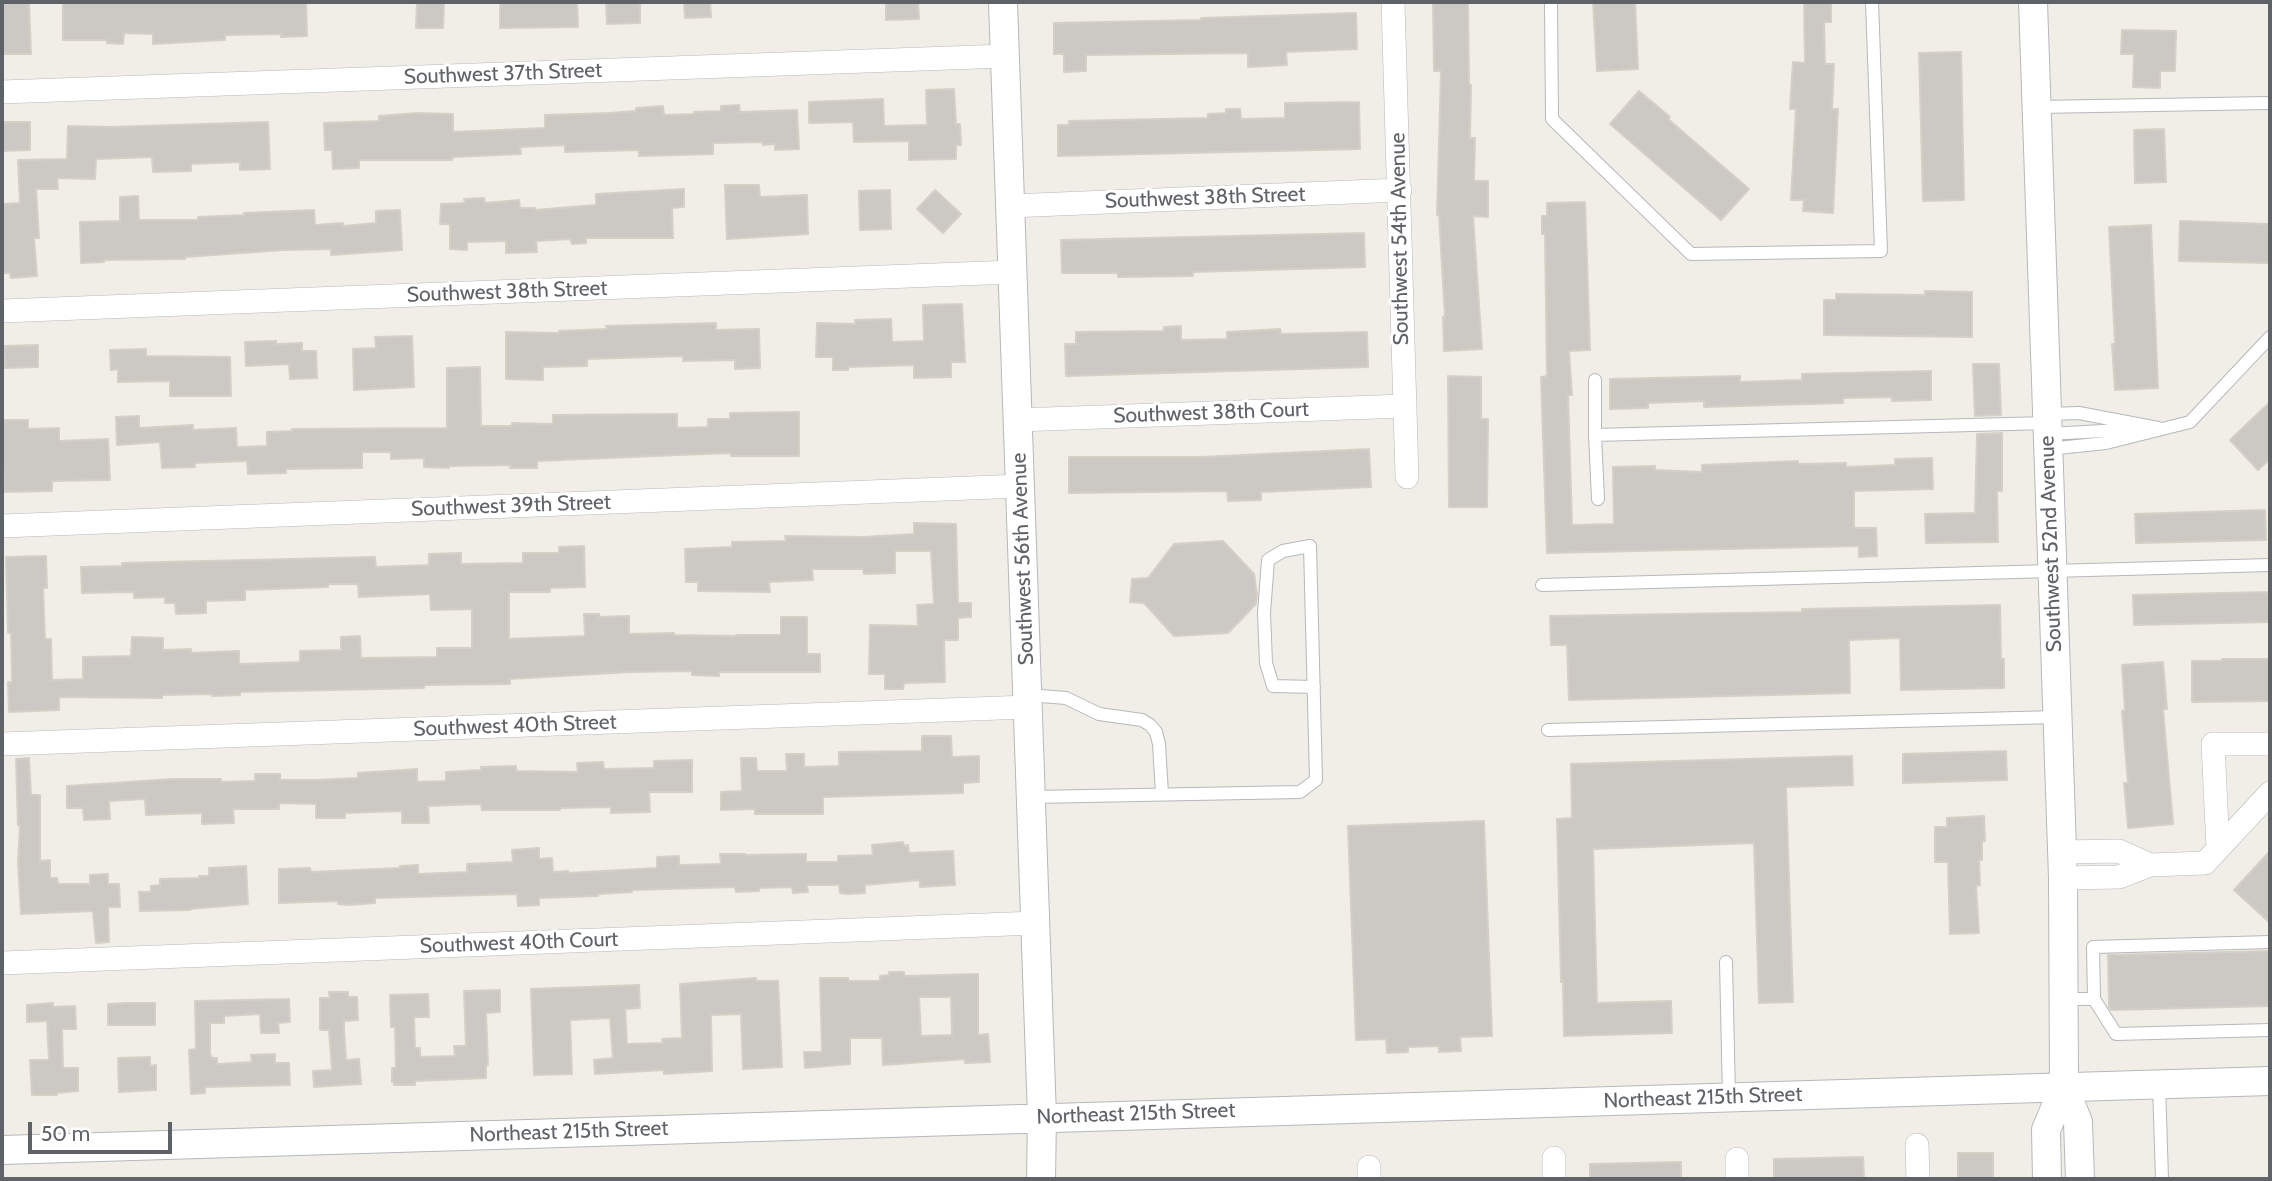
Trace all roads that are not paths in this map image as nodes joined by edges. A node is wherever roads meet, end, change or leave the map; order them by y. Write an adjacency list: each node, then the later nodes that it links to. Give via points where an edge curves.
1 (1003, 2): 6 (street, Southwest 56th Avenue)
2 (1393, 2): 10 (street, Southwest 54th Avenue)
3 (1551, 2): 4 (lane, via 1552,119 1691,254 1881,251)
4 (1872, 2)
5 (2033, 2): 9 (street, Southwest 52nd Avenue)
6 (1005, 56): 7 (street, Southwest 37th Street); 11 (street, Southwest 56th Avenue)
7 (2, 92)
8 (2270, 103): 9 (lane)
9 (2037, 107): 19 (street, Southwest 52nd Avenue)
10 (1399, 190): 11 (street, Southwest 38th Street); 16 (street, Southwest 54th Avenue)
11 (1010, 206): 12 (street, Southwest 56th Avenue)
12 (1013, 272): 13 (street, Southwest 38th Street); 17 (street, Southwest 56th Avenue)
13 (2, 311)
14 (2270, 337): 18 (lane, via 2190,422)
15 (1595, 380): 20 (lane)
16 (1404, 406): 17 (street, Southwest 38th Court); 21 (street, Southwest 54th Avenue)
17 (1018, 420): 22 (street, Southwest 56th Avenue)
18 (2161, 428): 19 (lane); 19 (lane, via 2088,414)
19 (2048, 430): 20 (lane); 26 (street, Southwest 52nd Avenue)
20 (1595, 435): 23 (lane)
21 (1407, 477)
22 (1021, 486): 24 (street, Southwest 39th Street); 29 (street, Southwest 56th Avenue)
23 (1598, 499)
24 (2, 526)
25 (2270, 565): 26 (lane)
26 (2052, 571): 27 (lane); 30 (street, Southwest 52nd Avenue)
27 (1542, 585)
28 (1314, 687): 28 (lane, via 1312,624 1310,546 1283,551 1268,560 1264,613 1266,663 1273,686); 35 (lane, via 1316,780 1300,792)
29 (1028, 701): 32 (street, Southwest 40th Street); 35 (lane, via 1066,698 1100,714 1146,722 1158,738); 36 (street, Southwest 56th Avenue)
30 (2057, 717): 31 (lane); 38 (street, Southwest 52nd Avenue)
31 (1548, 730)
32 (2, 744)
33 (2270, 744): 37 (street, via 2213,744)
34 (2270, 793): 37 (street)
35 (1162, 794): 36 (lane)
36 (1032, 797): 39 (street, Southwest 56th Avenue)
37 (2218, 849): 38 (street, via 2205,863 2150,865 2119,851)
38 (2062, 865): 43 (street, Southwest 52nd Avenue)
39 (1036, 923): 42 (street, Southwest 40th Court); 50 (street, Southwest 56th Avenue)
40 (2270, 942): 44 (lane, via 2093,947)
41 (1726, 962): 49 (lane)
42 (2, 963)
43 (2063, 999): 44 (lane); 48 (street, Southwest 52nd Avenue)
44 (2094, 999): 45 (lane, via 2116,1034)
45 (2270, 1030)
46 (2270, 1081): 47 (street, Northeast 215th Street)
47 (2159, 1084): 48 (street, Northeast 215th Street); 57 (lane)
48 (2064, 1087): 49 (street, Northeast 215th Street); 55 (street, via 2046,1130); 56 (street, via 2078,1122)
49 (1729, 1097): 50 (street, Northeast 215th Street)
50 (1042, 1117): 52 (street, Northeast 215th Street); 53 (street, Southwest 56th Avenue)
51 (1917, 1144): 54 (street)
52 (2, 1150)
53 (1041, 1179)
54 (1918, 1179)
55 (2047, 1179)
56 (2080, 1179)
57 (2162, 1179)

* * *

What you have to do:
Lines in the records above that carry the word "Court" are to be located and copied.

Exercise output:
16 (1404, 406): 17 (street, Southwest 38th Court); 21 (street, Southwest 54th Avenue)
39 (1036, 923): 42 (street, Southwest 40th Court); 50 (street, Southwest 56th Avenue)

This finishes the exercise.